From Casetext: Smarter Legal Research

Stark Cty. Bd., Com. v. Eslich Wrecking

Court of Appeals of Ohio, Fifth District, Stark County
May 20, 2002
Case No. 2001CA00344 (Ohio Ct. App. May. 20, 2002)

Opinion

Case No. 2001CA00344.

Decided May 20, 2002.

CHARACTER OF PROCEEDING: Appeal from the Stark County Court of Common Pleas, Case No. 2000CV02170.

For Plaintiff-Appellee, HOWARD T. LANE, MICHELLE CORDOVA, Stark County Prosecutor's Office, 110 Central Plaza South, Suite 510, Canton, Ohio 44702.

For Defendant-Appellant, J. CURTIS WERREN, W. BRADFORD LONGBRAKE, Millennium Centre-Suite 300, 200 Market Avenue, North, Canton, Ohio 44702.


OPINION


{¶ 1} This is appeal arises from an amended complaint filed by appellee for per se negligence, breach of contract as to indemnification, workmanship, an ultra strict liability as to hazardous activity and nuisance with a counterclaim by appellant for payment.

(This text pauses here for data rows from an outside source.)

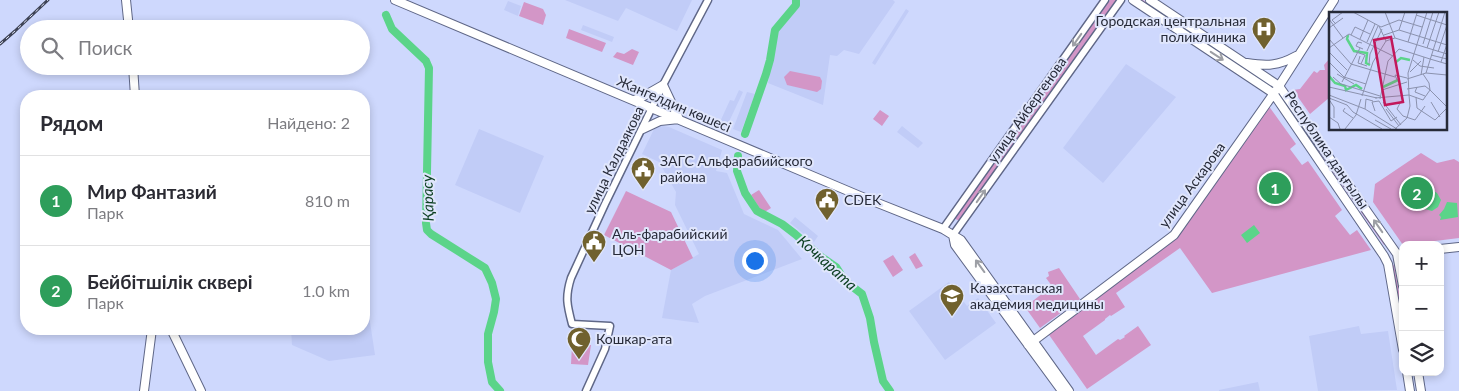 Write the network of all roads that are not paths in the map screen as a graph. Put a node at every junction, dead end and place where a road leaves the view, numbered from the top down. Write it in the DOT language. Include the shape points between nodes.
graph roads {
  1 [pos="126,0"];
  2 [pos="395,0"];
  3 [pos="708,0"];
  4 [pos="1105,0"];
  5 [pos="1121,0"];
  6 [pos="1133,0"];
  7 [pos="1150,0"];
  8 [pos="1334,0"];
  9 [pos="128,20"];
  10 [pos="1298,55"];
  11 [pos="1244,63"];
  12 [pos="134,75"];
  13 [pos="663,85"];
  14 [pos="1279,86"];
  15 [pos="135,90"];
  16 [pos="1274,93"];
  17 [pos="634,100"];
  18 [pos="653,108"];
  19 [pos="679,119"];
  20 [pos="643,130"];
  21 [pos="944,229"];
  22 [pos="953,235"];
  23 [pos="1459,247"];
  24 [pos="1444,249"];
  25 [pos="1399,253"];
  26 [pos="1399,254"];
  27 [pos="1384,256"];
  28 [pos="1400,331"];
  29 [pos="151,335"];
  30 [pos="174,335"];
  31 [pos="1031,343"];
  32 [pos="1407,376"];
  33 [pos="1419,376"];
  34 [pos="144,391"];
  35 [pos="201,391"];
  36 [pos="586,391"];
  37 [pos="1062,391"];
  38 [pos="1069,391"];
  39 [pos="1410,391"];
  40 [pos="1421,391"];
  1 -- 9 [label="main road"];
  2 -- 17 [label="main road, Жангелдин көшесі"];
  3 -- 13 [label="street, улица Калдаякова"];
  4 -- 21 [label="street, улица Айбергенова, one-way"];
  22 -- 5 [label="street, улица Айбергенова, one-way"];
  6 -- 16 [label="main road, Республика даңғылы, one-way"];
  7 -- 11 [label="main road, Республика даңғылы"];
  8 -- 10 [label="main road, улица Аскарова"];
  10 -- 11 [label="main road" via="1278,64"];
  10 -- 14 [label="main road, улица Аскарова"];
  11 -- 14 [label="main road, Республика даңғылы"];
  12 -- 15 [label="main road"];
  13 -- 17 [label="main road"];
  13 -- 18 [label="street, улица Калдаякова"];
  13 -- 19 [label="main road"];
  14 -- 16 [label="main road, улица Аскарова"];
  25 -- 14 [label="main road, Республика даңғылы, one-way"];
  16 -- 27 [label="main road, Республика даңғылы"];
  16 -- 31 [label="main road, улица Аскарова" via="1174,235"];
  17 -- 18 [label="main road, Жангелдин көшесі"];
  18 -- 19 [label="main road, Жангелдин көшесі"];
  18 -- 20 [label="street, улица Калдаякова"];
  19 -- 20 [label="main road" via="660,120"];
  19 -- 21 [label="main road, Жангелдин көшесі"];
  20 -- 36 [label="street, улица Калдаякова" via="605,204 566,296 572,324 610,326 605,349"];
  21 -- 22 [label="main road, Жангелдин көшесі"];
  22 -- 31 [label="main road" via="955,245"];
  23 -- 24 [label="main road"];
  26 -- 27 [label="main road"];
  27 -- 28 [label="main road, Республика даңғылы"];
  29 -- 34 [label="main road"];
  30 -- 35 [label="main road"];
  31 -- 37 [label="main road"];
  31 -- 38 [label="main road"];
  32 -- 39 [label="main road"];
  33 -- 40 [label="main road"];
}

{¶ 2} The predicate for this cause was a contract between the parties wherein appellant agreed to demolish certain structures at 9400 Sherman Church Road for $6500.00.

{¶ 3} During the course of the demolition diesel fuel entered the Tuscarawas River, being discovered near Bolivar in Tuscarawas County.

{¶ 4} Among the Tuscarawas County Hazardous Materials Team, the Stark County Emergency Preparedness Agency and the Stark County Emergency Planning Committee a determination was made that the source of the contaminant was the residence which had been demolished by appellant pursuant to such contract with appellee.

{¶ 5} A jury awarded appellee $6499.00 on the claim of indemnification but also found in favor of appellant for work satisfactorily performed in the sum of $6500.00.

{¶ 6} Appellant raises two Assignments of Error:

ASSIGNMENTS OF ERROR

I. {¶ 7} "THE TRIAL COURT ERRED IN DENYING ESLICH WRECKING COMPANY'S MOTION FOR DIRECTED VERDICT UPON THE CLAIM FOR CONTRACTUAL INDEMNIFICATION WHERE THERE WAS NO EVIDENCE PRESENTED THAT A DEMAND FOR INDEMNIFICATION WAS MADE OR THAT DEFENDANT ESLICH WRECKING COMPANY FAILED TO PERFORM IN RESPONSE TO ANY SUCH DEMAND."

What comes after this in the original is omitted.